January Bookshelf

January Bookshelf

Automatic for the City: Designing for the Age of the Driverless Car by James Taylor

As we approach a new stage in our urban transformation, Automatic for the City: Designing for the Age of the Driverless Car prepares urban designers and city planners for the introduction of connected autonomous vehicles (CAVs), to our streets. Driverless cars are set to become a common feature in the wealthiest urban environments as early as within the next 10 years, authors Riccardo Bobisse and Andrea Pavia predict. As a result of this prognosis, practical guidance on transformative city-wide design principles are illustrated in the book via two in-depth case studies focusing on two sprawling metropolises: London and Los Angeles.

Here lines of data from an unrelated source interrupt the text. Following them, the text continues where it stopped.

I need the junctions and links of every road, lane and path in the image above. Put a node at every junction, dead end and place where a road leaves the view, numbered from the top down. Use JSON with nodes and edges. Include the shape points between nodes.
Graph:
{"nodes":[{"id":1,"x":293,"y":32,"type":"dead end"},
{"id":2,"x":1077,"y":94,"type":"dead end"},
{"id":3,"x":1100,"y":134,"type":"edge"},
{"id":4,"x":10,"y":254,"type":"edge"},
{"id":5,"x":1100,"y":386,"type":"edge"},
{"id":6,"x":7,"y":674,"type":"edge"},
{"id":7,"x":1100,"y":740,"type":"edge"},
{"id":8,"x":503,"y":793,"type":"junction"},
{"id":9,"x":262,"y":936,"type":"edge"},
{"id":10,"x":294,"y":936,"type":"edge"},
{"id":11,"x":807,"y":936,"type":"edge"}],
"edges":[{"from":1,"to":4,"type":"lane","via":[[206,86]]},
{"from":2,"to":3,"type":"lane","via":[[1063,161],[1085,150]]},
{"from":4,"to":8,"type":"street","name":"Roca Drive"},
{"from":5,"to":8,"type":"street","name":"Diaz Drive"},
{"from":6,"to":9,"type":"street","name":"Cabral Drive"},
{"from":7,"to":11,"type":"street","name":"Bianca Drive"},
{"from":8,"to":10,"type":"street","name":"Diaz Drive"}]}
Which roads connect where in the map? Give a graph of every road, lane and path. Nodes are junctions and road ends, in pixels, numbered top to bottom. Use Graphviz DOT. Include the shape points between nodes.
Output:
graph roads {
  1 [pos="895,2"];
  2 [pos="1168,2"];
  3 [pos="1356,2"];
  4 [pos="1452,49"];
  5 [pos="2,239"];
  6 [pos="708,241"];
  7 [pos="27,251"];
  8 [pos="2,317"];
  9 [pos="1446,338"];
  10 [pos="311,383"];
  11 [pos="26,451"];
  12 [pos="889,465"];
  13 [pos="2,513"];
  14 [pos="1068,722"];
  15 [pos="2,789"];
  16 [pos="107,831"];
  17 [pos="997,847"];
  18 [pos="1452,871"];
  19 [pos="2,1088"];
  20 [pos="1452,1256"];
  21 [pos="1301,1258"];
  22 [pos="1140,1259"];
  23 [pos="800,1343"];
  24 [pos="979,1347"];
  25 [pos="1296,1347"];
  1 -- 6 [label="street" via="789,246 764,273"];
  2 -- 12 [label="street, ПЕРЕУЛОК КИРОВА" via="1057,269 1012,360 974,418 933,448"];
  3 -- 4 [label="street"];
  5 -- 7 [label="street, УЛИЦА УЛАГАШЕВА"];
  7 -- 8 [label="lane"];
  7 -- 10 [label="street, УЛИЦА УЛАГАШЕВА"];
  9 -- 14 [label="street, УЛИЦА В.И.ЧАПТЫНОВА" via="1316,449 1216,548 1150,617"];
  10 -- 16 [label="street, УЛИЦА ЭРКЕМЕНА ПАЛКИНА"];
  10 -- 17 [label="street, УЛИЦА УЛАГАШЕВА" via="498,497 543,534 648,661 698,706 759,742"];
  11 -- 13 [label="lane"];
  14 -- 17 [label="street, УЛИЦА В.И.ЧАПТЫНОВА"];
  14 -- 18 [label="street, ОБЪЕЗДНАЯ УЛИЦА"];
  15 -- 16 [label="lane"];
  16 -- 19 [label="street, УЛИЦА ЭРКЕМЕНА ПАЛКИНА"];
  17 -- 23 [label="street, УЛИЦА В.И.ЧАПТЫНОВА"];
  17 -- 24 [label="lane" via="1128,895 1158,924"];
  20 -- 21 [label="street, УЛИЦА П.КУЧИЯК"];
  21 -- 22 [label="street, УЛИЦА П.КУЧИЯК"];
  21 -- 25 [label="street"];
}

Using the analogy of the city as a human body, with its mutation and revolution throughout time and history, this timely book envisions ways in which cars and CAVs can coexist, providing an imaginative and engaging insight into the future of our urban environments.

The Shenzhen Experiment: The Story of China’s Instant City by Juan Du, £28.95

Over the last forty years Shenzhen has grown to a mega city, with a vast population and booming economy. As Du writes. “From 1980 to 2000, Shenzhen’s GDP increased from 0.15 billion to over 200 billion yuan, averaging more than 40 percent increase per year. By 2017, Shenzhen’s GDP had grown another tenfold to 2.2 trillion yuan (US $338 billion), finally surpassing Asia’s leading financial capital cities of Hong Kong and Singapore.” Du explores the city’s success; whilst other cities have been since designated as SEZ by China, it is Shenzhen that has flourished the most. Shenzhen’s success has been both admired and disparaged, from “miracle city” to “generic city”, with its achievements often attributed to the power of the centralised planning, suggesting that city came as a blank canvas enabling the pursuit of the new without an obligation to consider the past. However amongst the international firms and upscale shopping boutiques, are hidden “villages in the city” comprised of the natural villages that were swallowed up by urban spread. Du was fascinated by the proliferation of them in Shenzhen, with almost half the population living in them, often ignored by the administration.